- What is being asked: Tally the lines in the following entries that include the word "Wildbriar"; state only the total.

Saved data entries
*****
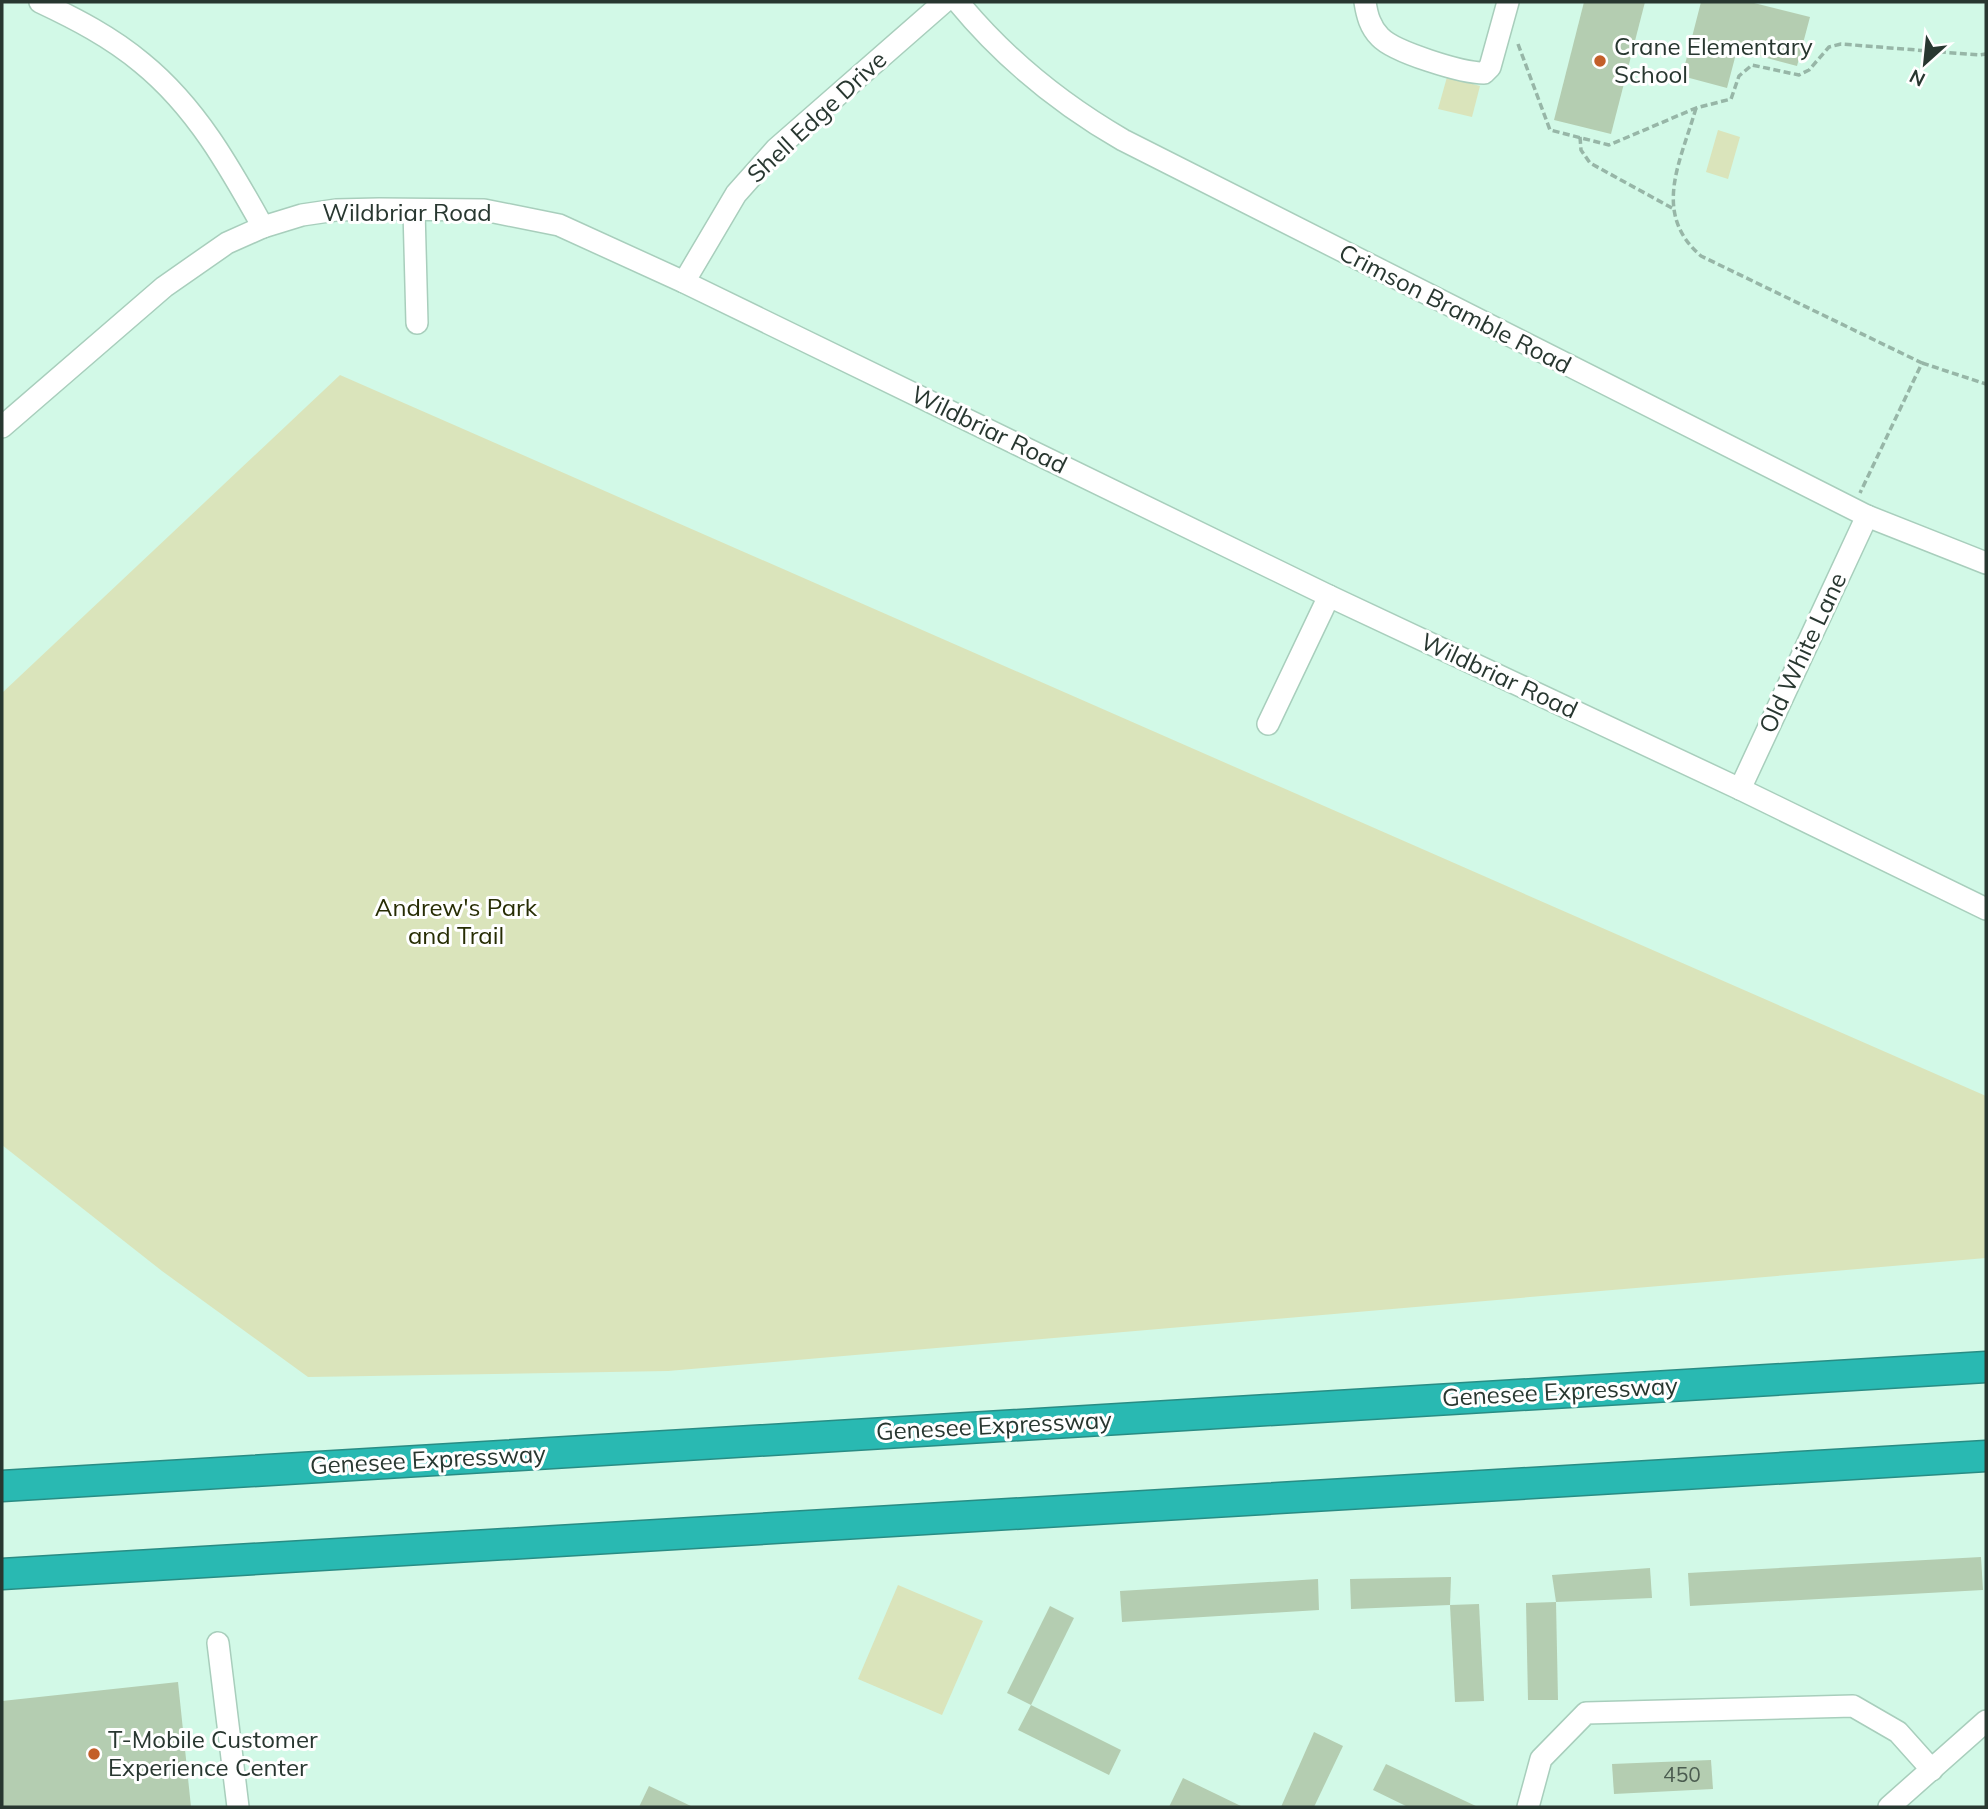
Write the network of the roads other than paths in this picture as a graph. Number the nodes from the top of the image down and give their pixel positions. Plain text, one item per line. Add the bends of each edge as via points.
1 (40, 2) edge
2 (944, 2) edge
3 (958, 2) edge
4 (1365, 2) edge
5 (1506, 6) edge
6 (414, 210) junction
7 (262, 227) junction
8 (684, 282) junction
9 (418, 323) dead end
10 (2, 427) edge
11 (1859, 513) junction
12 (1986, 563) edge
13 (1329, 596) junction
14 (1268, 724) dead end
15 (1740, 789) junction
16 (1986, 909) edge
17 (1986, 1360) edge
18 (1986, 1367) edge
19 (1867, 1373) junction
20 (1986, 1455) edge
21 (2, 1486) edge
22 (2, 1574) edge
23 (218, 1643) dead end
24 (1986, 1721) edge
25 (1932, 1770) junction
26 (239, 1807) edge
27 (1528, 1807) edge
28 (1889, 1807) edge

1 - 7 street via 110,39 166,84 209,135
2 - 8 street, Shell Edge Drive via 776,149 736,194
3 - 11 street, Crimson Bramble Road via 1014,63 1087,120
4 - 5 street via 1372,27 1381,38 1426,59 1478,73 1490,67
6 - 7 street, Wildbriar Road via 336,210
6 - 8 street, Wildbriar Road via 484,210 559,225
6 - 9 street
7 - 10 street, Wildbriar Road via 227,243 164,287
8 - 13 street, Wildbriar Road
11 - 12 street, Crimson Bramble Road
11 - 15 street, Old White Lane
13 - 14 street
13 - 15 street, Wildbriar Road
15 - 16 street, Wildbriar Road
17 - 19 highway
18 - 19 highway, Genesee Expressway
19 - 21 highway, Genesee Expressway
20 - 22 highway
23 - 26 street
24 - 25 street
25 - 27 street via 1898,1732 1853,1706 1586,1713 1541,1759
25 - 28 street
*****
- Reply: 6